Divorce Diaries (Part 6: Separated but Living Under the Same Roof. The Silence is Deafening!)

          Being separated is one thing, but being separated under the same four walls is another story. There’s nothing more of a mind-fuck than seeing the shell of the person you once knew walk by you every day. There’s little to no speaking. Most days it’s a 1 to 5 words limit. One day it just might be a simple “hi” and the next day it might be no words at all. If you’re in a small space, it’s even worse. I remember when I heard of some celebrity couples breaking up but still living under one roof. Maybe it’s easier when you’re in a mansion living on opposite sides. You could probably go for days without seeing each other. I’m sure it would be easier than this. In my case, there’s absolutely no way to avoid one another. It definitely puts a hold onto the healing process. I have a little under 3 months left before I no longer have to share the same space. I can only imagine what it would be like to not be in the midst of intense awkwardness every day.

          One thing I learned from this experience is it made me feel such a deeper pain for people who go through this for years on years. I remember during the thick of the turning point in my marriage I would constantly look up different articles and videos, in hopes of gathering some understanding of why this is all happening. I was trying to find a reason for it all, and if it was just a hard season, but as time went on and it only got worse, I realized it wasn’t just a season. I remember stumbling on a video that gave three reasons why your spouse is giving you the silent treatment. When they got to number one, the guy stated that sometimes it’s used as a form of punishment. He said that if you’re not doing what they feel like you should be doing then they will start shutting you out to teach you a lesson, which is a narcissistic trait. They do that until you do whatever it is that they want you to do. I remember when he slipped and admitted to that. It was heartbreaking to see that he wanted to intentionally cause me pain. The thing that stood out the most was the comment section. Some comments turned into forums. Under one comment there were hundreds and hundreds of responses of women sharing their experience. Most of them said their biggest regret was not leaving sooner. They said they waited for years and years hoping that it would change, and it never did. They had women of various ages/generations sharing their story. It broke my heart because some women stayed for ten, twenty or thirty years too long. They dealt with feeling invisible for decades. I can’t even imagine how they’re still hanging on mentally and emotionally.

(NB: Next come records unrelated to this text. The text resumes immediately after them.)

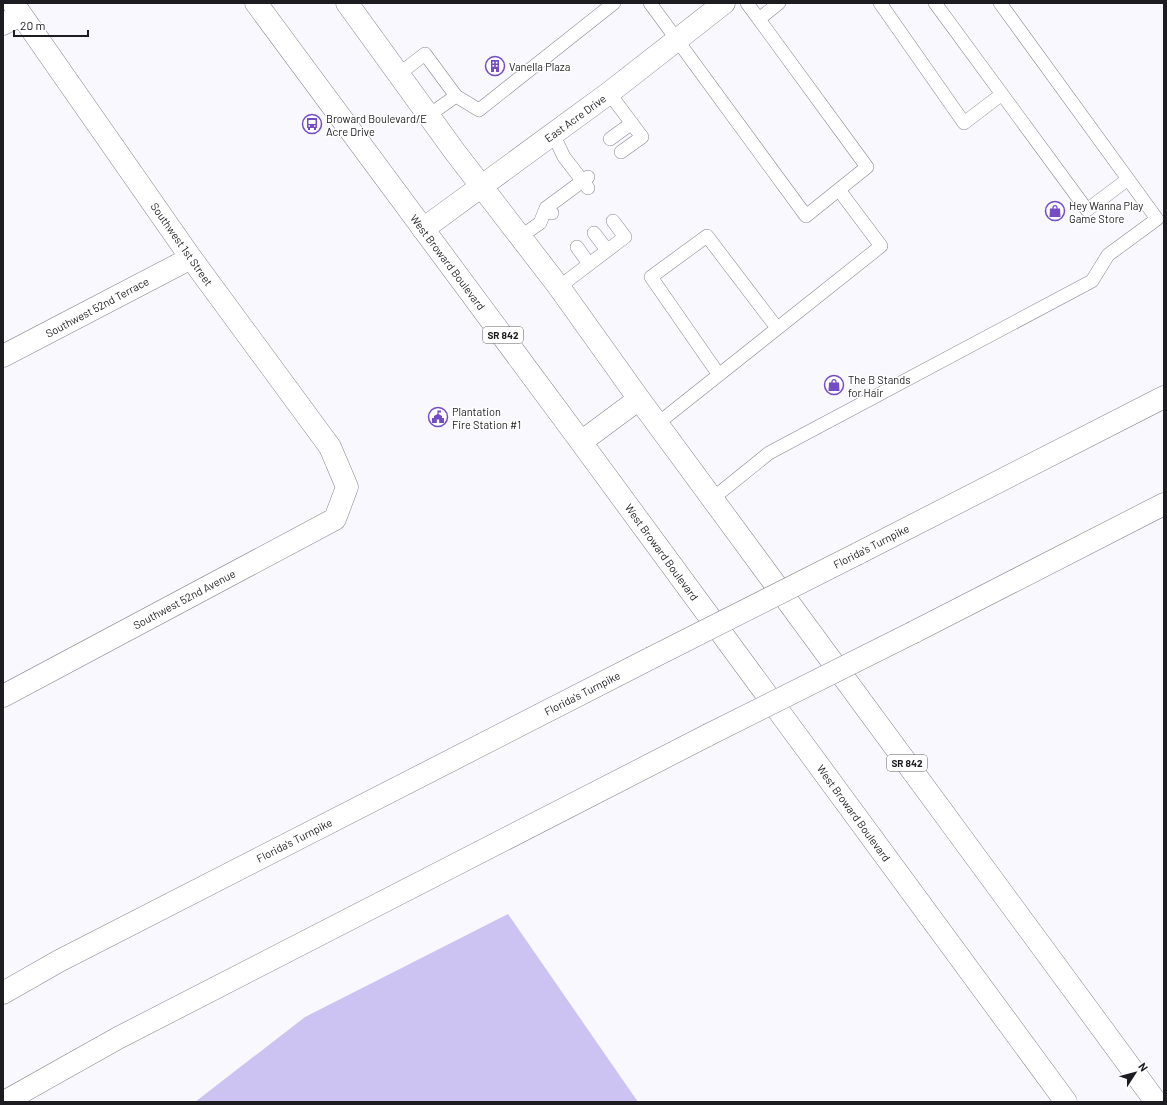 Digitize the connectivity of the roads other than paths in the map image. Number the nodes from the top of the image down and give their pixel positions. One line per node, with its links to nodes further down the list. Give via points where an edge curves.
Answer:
1 (256, 3): 27 (main road, West Broward Boulevard / SR 842)
2 (347, 3): 14 (main road, SR 842)
3 (614, 3): 17 (lane, via 479,110)
4 (650, 3): 13 (lane)
5 (724, 3): 13 (main road, East Acre Drive)
6 (747, 3): 12 (lane)
7 (778, 3): 12 (lane)
8 (880, 3): 16 (lane, via 964,123)
9 (935, 3): 16 (lane)
10 (1000, 3): 23 (lane)
11 (12, 14): 32 (main road, Southwest 1st Street)
12 (759, 19): 25 (lane, via 867,167)
13 (678, 39): 15 (main road, East Acre Drive); 25 (lane, via 806,216)
14 (399, 74): 17 (lane, via 425,54); 18 (main road, SR 842)
15 (609, 93): 19 (lane); 20 (main road, East Acre Drive)
16 (1002, 94): 23 (lane, via 1087,210)
17 (456, 96): 18 (lane)
18 (429, 116): 24 (main road, SR 842)
19 (632, 123): 21 (lane); 22 (lane, via 642,137)
20 (553, 134): 24 (main road, East Acre Drive); 29 (lane, via 564,157 576,166 586,182 549,211 540,223)
21 (610, 139)
22 (622, 152)
23 (1128, 179): 43 (lane, via 1157,219 1108,254 1092,281 769,453)
24 (482, 186): 27 (main road, East Acre Drive); 29 (main road, SR 842)
25 (839, 190): 35 (lane, via 881,246)
26 (613, 221): 31 (lane, via 625,237)
27 (423, 230): 41 (main road, West Broward Boulevard / SR 842)
28 (594, 233): 31 (lane)
29 (520, 237): 34 (main road, SR 842)
30 (576, 247): 33 (lane)
31 (608, 250): 33 (lane)
32 (191, 258): 36 (main road, Southwest 52nd Terrace); 42 (main road, Southwest 1st Street, via 330,447)
33 (589, 264): 34 (lane)
34 (559, 287): 39 (main road, SR 842)
35 (777, 328): 37 (lane); 37 (lane, via 707,236 651,277)
36 (3, 356)
37 (719, 375): 40 (lane)
38 (1164, 397): 46 (main road, Florida's Turnpike, bridge, via 59,961)
39 (639, 400): 40 (main road, SR 842); 41 (main road)
40 (657, 424): 43 (main road, SR 842)
41 (582, 442): 48 (main road, West Broward Boulevard / SR 842)
42 (347, 487): 45 (main road, Southwest 52nd Avenue, via 335,518)
43 (712, 499): 49 (main road, SR 842)
44 (1164, 504): 47 (main road, bridge, via 118,1038)
45 (3, 696)
46 (3, 993)
47 (4, 1102)
48 (1066, 1102)
49 (1156, 1102)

          As scary as this change is, I’m glad I’m taking steps to move forward. It’s been 3.5 years since he checked out, and it’s been such a mind-fuck that I can’t see how others are pressing on during the midst of it. There were a few women that I knew personally who had this type of life. They always had an inner sadness, and their self-esteem was broken down to the ground. I was too young to understand it but now knowing what they probably were experiencing I just want to hug them and instill words of affirmation in them. I hope they know that they deserve more, because at some point you start believing you deserve the way they’re treating you, which is why you stick it out. People can bring out a megaphone in front of your face and shout out “You Do Not Deserve This!” and you still won’t receive it. If you’re lucky enough, you will have a turning point moment, and it will be like the sound of glass shattering and it will feel as if every light is shining above your head (making you see things clearer than ever before). You will pick yourself up and say to yourself “Wait a minute, I do NOT deserve this! I may have my flaws, but I don’t deserve to be treated less than human.”

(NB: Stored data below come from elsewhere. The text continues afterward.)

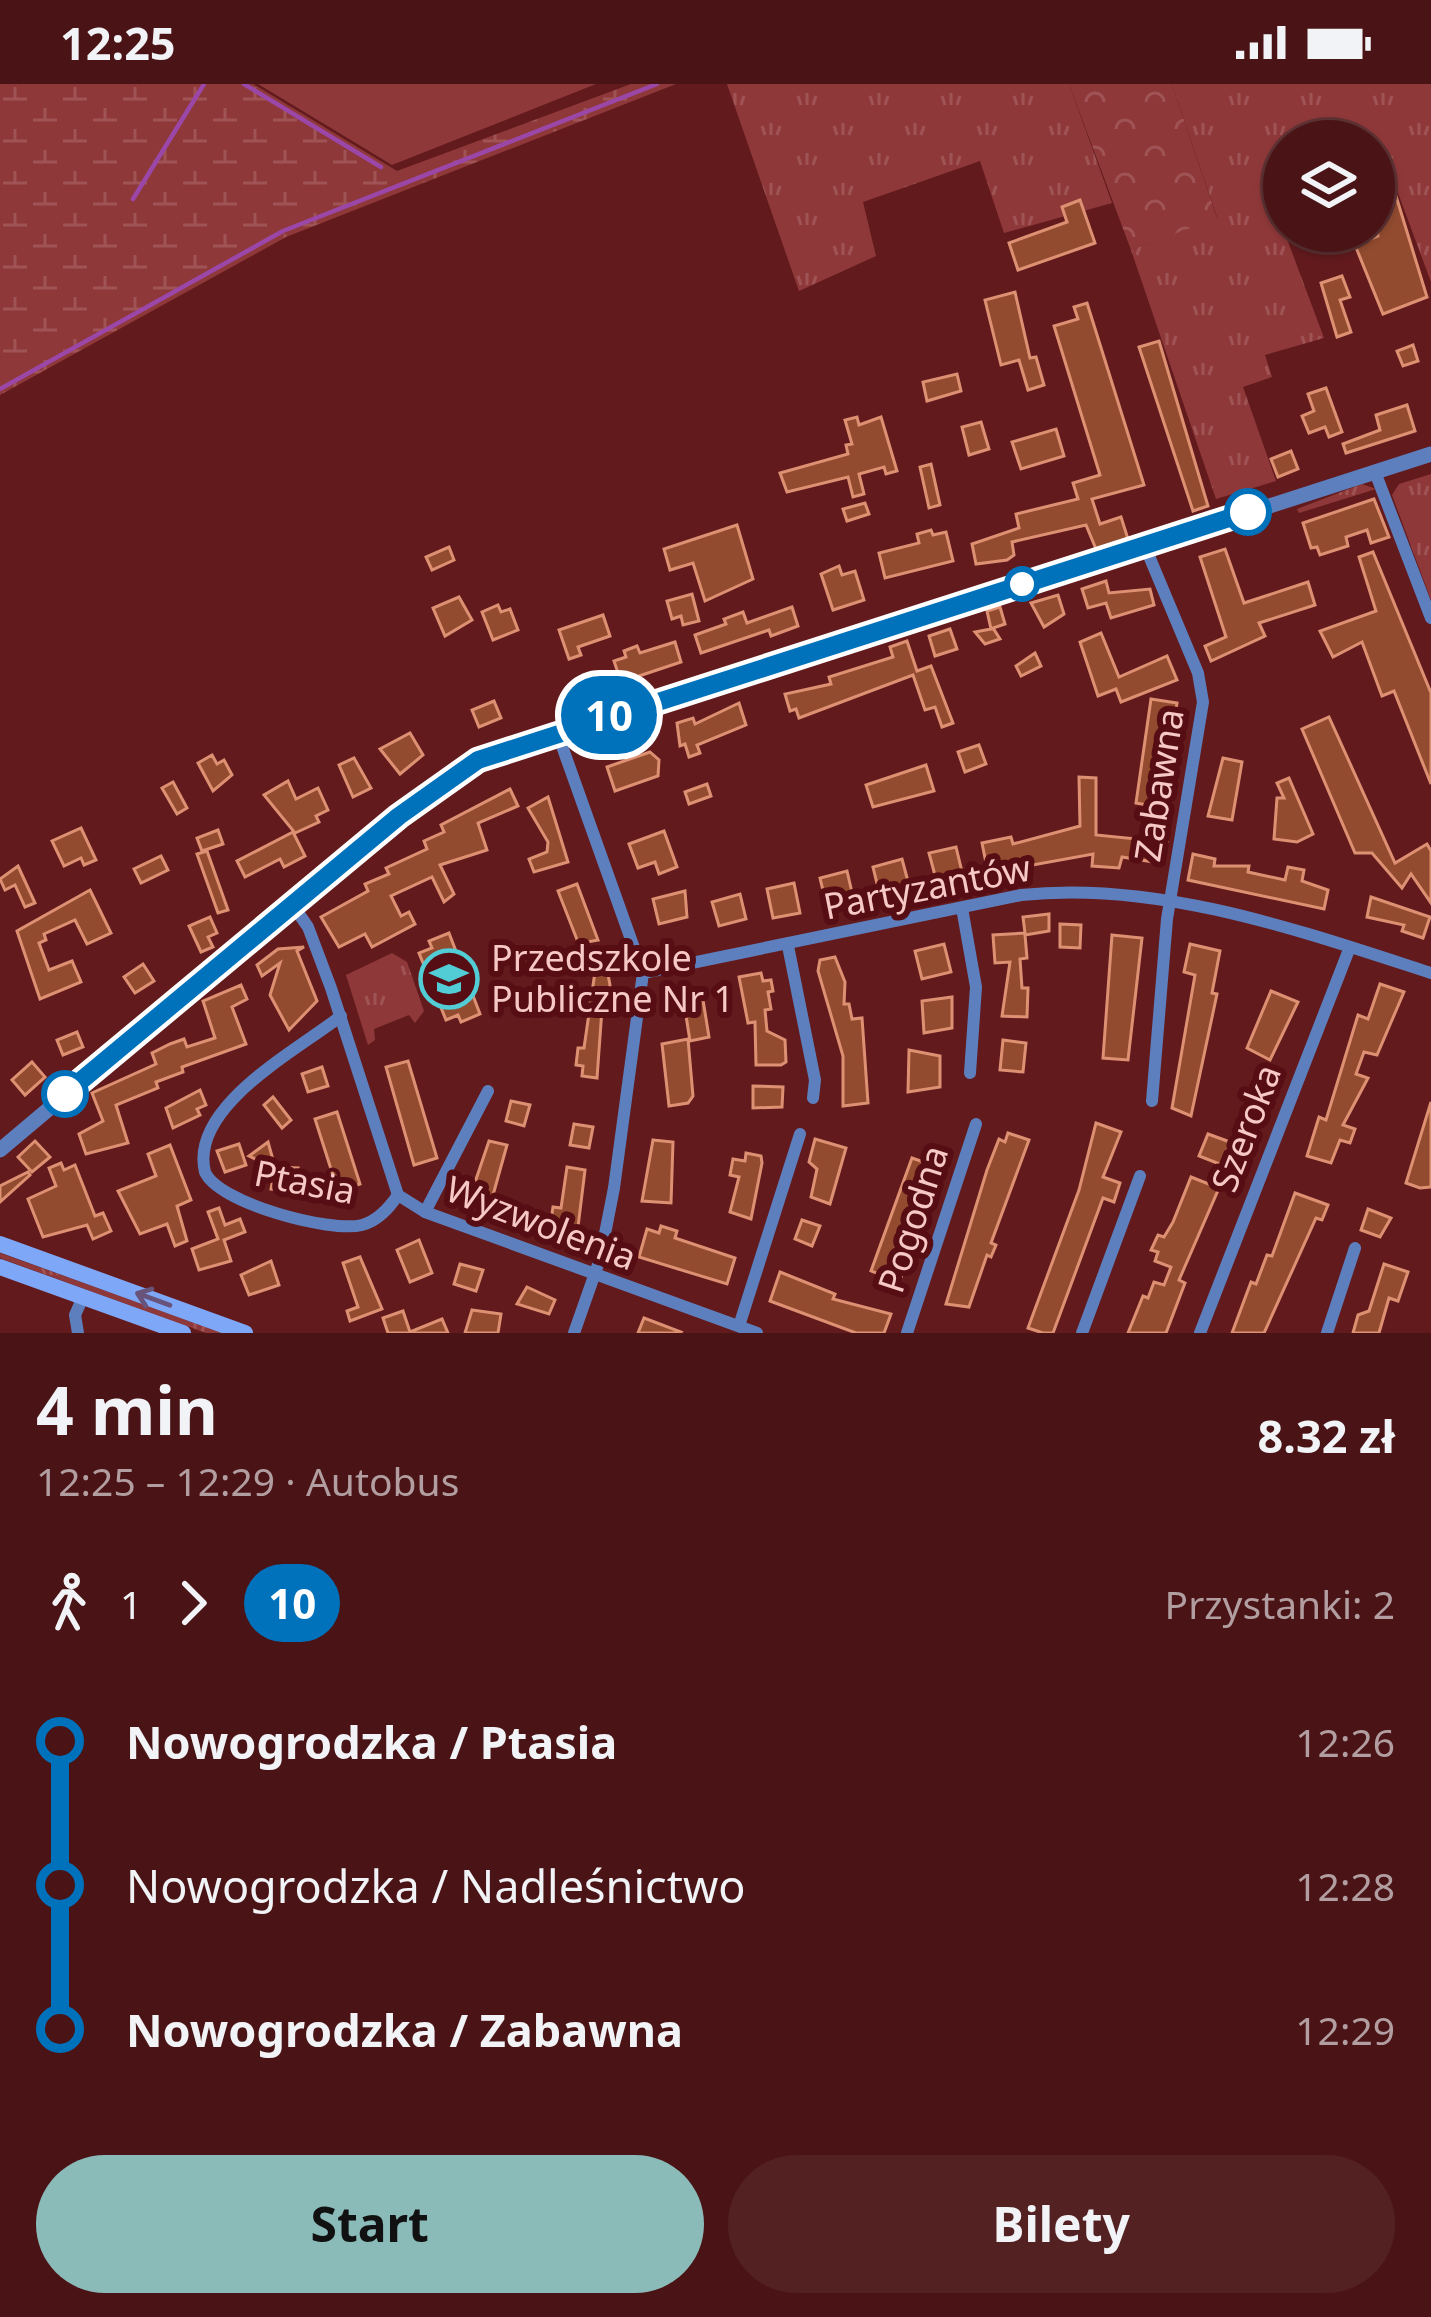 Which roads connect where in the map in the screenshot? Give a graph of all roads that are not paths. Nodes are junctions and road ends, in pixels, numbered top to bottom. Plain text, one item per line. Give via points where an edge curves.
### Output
1 (1431, 454) edge
2 (1376, 472) junction
3 (1144, 544) junction
4 (1431, 618) edge
5 (557, 732) junction
6 (1171, 901) junction
7 (292, 904) junction
8 (962, 908) junction
9 (788, 946) junction
10 (1350, 947) junction
11 (1431, 973) edge
12 (643, 974) junction
13 (341, 1016) junction
14 (970, 1073) dead end
15 (488, 1091) dead end
16 (813, 1098) dead end
17 (1152, 1101) dead end
18 (976, 1124) dead end
19 (800, 1134) dead end
20 (0, 1150) edge
21 (1140, 1176) dead end
22 (398, 1195) junction
23 (425, 1212) junction
24 (0, 1244) edge
25 (1355, 1249) dead end
26 (0, 1267) edge
27 (595, 1276) junction
28 (83, 1297) junction
29 (739, 1326) junction
30 (78, 1333) edge
31 (183, 1333) edge
32 (245, 1333) edge
33 (574, 1333) edge
34 (757, 1333) edge
35 (908, 1333) edge
36 (1082, 1333) edge
37 (1200, 1333) edge
38 (1327, 1333) edge

1 - 2 street
2 - 3 street
2 - 4 street
3 - 5 street
3 - 6 street, Zabawna via 1203,694
5 - 7 street via 464,769
5 - 12 street
6 - 8 street, Partyzantów via 1061,892
6 - 10 street, Partyzantów
6 - 17 street, Zabawna
7 - 13 street, Wyzwolenia
7 - 20 street
8 - 9 street, Partyzantów
8 - 14 street via 976,987
9 - 12 street, Partyzantów
9 - 16 street
10 - 11 street, Partyzantów
10 - 37 street, Szeroka
12 - 27 street
13 - 22 street, Wyzwolenia
13 - 22 street, Ptasia via 226,1104 205,1138 205,1172 227,1197 342,1226 367,1224
15 - 23 street
18 - 35 street, Pogodna
19 - 29 street
21 - 36 street
22 - 23 street, Wyzwolenia
23 - 27 street, Wyzwolenia
32 -> 24 main road
25 - 38 street
26 - 28 main road
27 - 29 street, Wyzwolenia
27 - 33 street
28 - 30 street
28 - 31 main road
29 - 34 street, Wyzwolenia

          I think the hard part is when they don’t want to say the words, so they make it so uncomfortable for you that you finally say it. However, there are a lot of people who will just stay in the uncomfortable. I was one of those people who said if I was getting married, it was going to be for life. I knew it would be hard, but there are some things that you just don’t foresee. So even though I tried to hold on, I knew I had to be the first one to say it to free us both. One thing that always sticks with me is a video that circulates a lot on my Instagram and YouTube timeline. It always appears every so often, and I’m sure a lot of you have seen it, and if not, I will try to find the video and add it below. It’s a video of Judge Lynn telling a lady “Never make a man tell you he doesn’t want you more than once.” She said when he doesn’t come home, when he doesn’t talk to you, when he doesn’t share like he used to, that’s him saying “I don’t want you.” It stuck with me ever since, and every time it would pop up again, I would feel a sense of embarrassment. He told me through his actions many times, but a part of me was so thick into my grief I just didn’t have the space to deal with it. I knew it was coming though— I felt it in the pit of my stomach. It’s like that eerie feeling you have on the back of your neck and you’re just waiting for the inevitable. There’s a difference between paranoia and your gut. When you have a lot of anxiety it’s easy to confuse the two, but my gut is something that I cannot shake.

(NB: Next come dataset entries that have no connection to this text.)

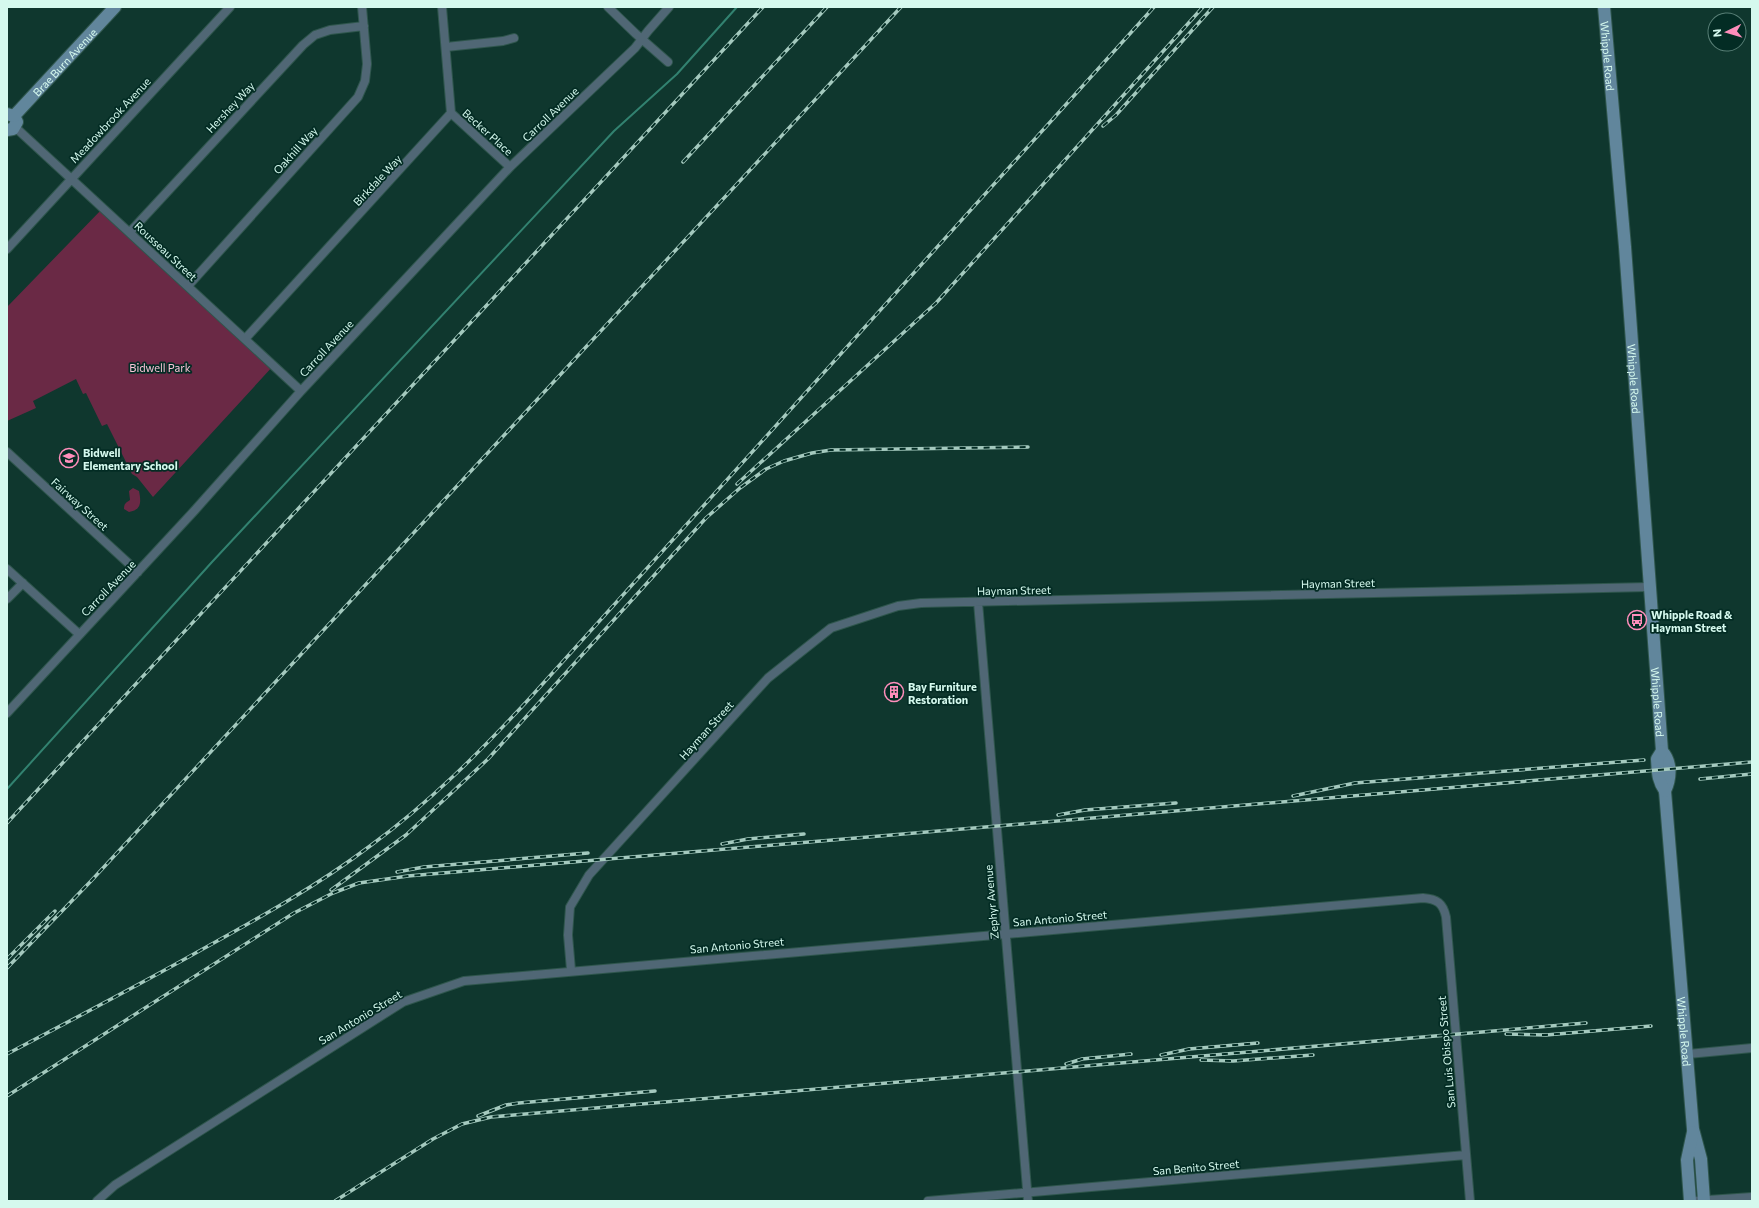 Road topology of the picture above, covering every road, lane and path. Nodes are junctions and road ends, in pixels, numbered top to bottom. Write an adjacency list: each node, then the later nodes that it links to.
1 (115, 7): 14 (main road, Brae Burn Avenue)
2 (230, 7): 16 (street, Meadowbrook Avenue)
3 (362, 7): 8 (street, Oakhill Way)
4 (442, 7): 11 (street)
5 (608, 7): 10 (street)
6 (669, 7): 10 (street, Carroll Avenue)
7 (1604, 7): 26 (main road, Whipple Road)
8 (364, 26): 17 (street, Hershey Way); 19 (street, Oakhill Way)
9 (514, 38): 11 (street)
10 (642, 38): 12 (street); 15 (street, Carroll Avenue)
11 (446, 47): 13 (street)
12 (668, 62)
13 (451, 114): 15 (street, Becker Place); 20 (street, Birkdale Way)
14 (11, 122): 16 (street, Rousseau Street)
15 (510, 167): 21 (street, Carroll Avenue)
16 (71, 178): 17 (street, Rousseau Street); 18 (street, Meadowbrook Avenue)
17 (130, 232): 19 (street, Rousseau Street)
18 (7, 249)
19 (188, 286): 20 (street, Rousseau Street)
20 (245, 339): 21 (street, Rousseau Street)
21 (301, 391): 24 (street, Carroll Avenue)
22 (7, 452): 24 (street, Fairway Street)
23 (7, 569): 25 (street)
24 (138, 572): 29 (street, Carroll Avenue)
25 (23, 583): 27 (street); 29 (street)
26 (1649, 588): 28 (street, Hayman Street); 35 (main road, Whipple Road)
27 (7, 599)
28 (978, 602): 32 (street, Zephyr Avenue); 33 (street, Hayman Street)
29 (79, 634): 30 (street, Carroll Avenue)
30 (7, 713)
31 (1440, 902): 32 (street, San Antonio Street); 36 (street, San Luis Obispo Street)
32 (1005, 934): 33 (street, San Antonio Street); 37 (street, Zephyr Avenue)
33 (571, 970): 39 (street, San Antonio Street)
34 (1752, 1048): 35 (street)
35 (1688, 1054): 43 (main road, Whipple Road)
36 (1466, 1155): 37 (street, San Benito Street); 42 (street, San Luis Obispo Street)
37 (1027, 1192): 40 (street, San Benito Street); 41 (street, Zephyr Avenue)
38 (1752, 1197): 43 (street)
39 (97, 1201)
40 (928, 1201)
41 (1028, 1201)
42 (1470, 1201)
43 (1698, 1201)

          My heart breaks a little every day with a constant reminder I have to see every day, but I know that by the summer it will be different. I’m currently in the transition phase, but come July, my new chapter will begin. I feel like I will be on the other side of my healing process. I won’t have to feel so much at once. The moments when I’m home alone feel so different. There’s more peace and less weight on my shoulder, so I can imagine how it will feel not having that tense awkward energy around day in and day out. I don’t expect it to be easy. I’m just hoping for less tears and a little more peace. It’s been a hard few years, and I’m hoping and praying for some calm after this storm.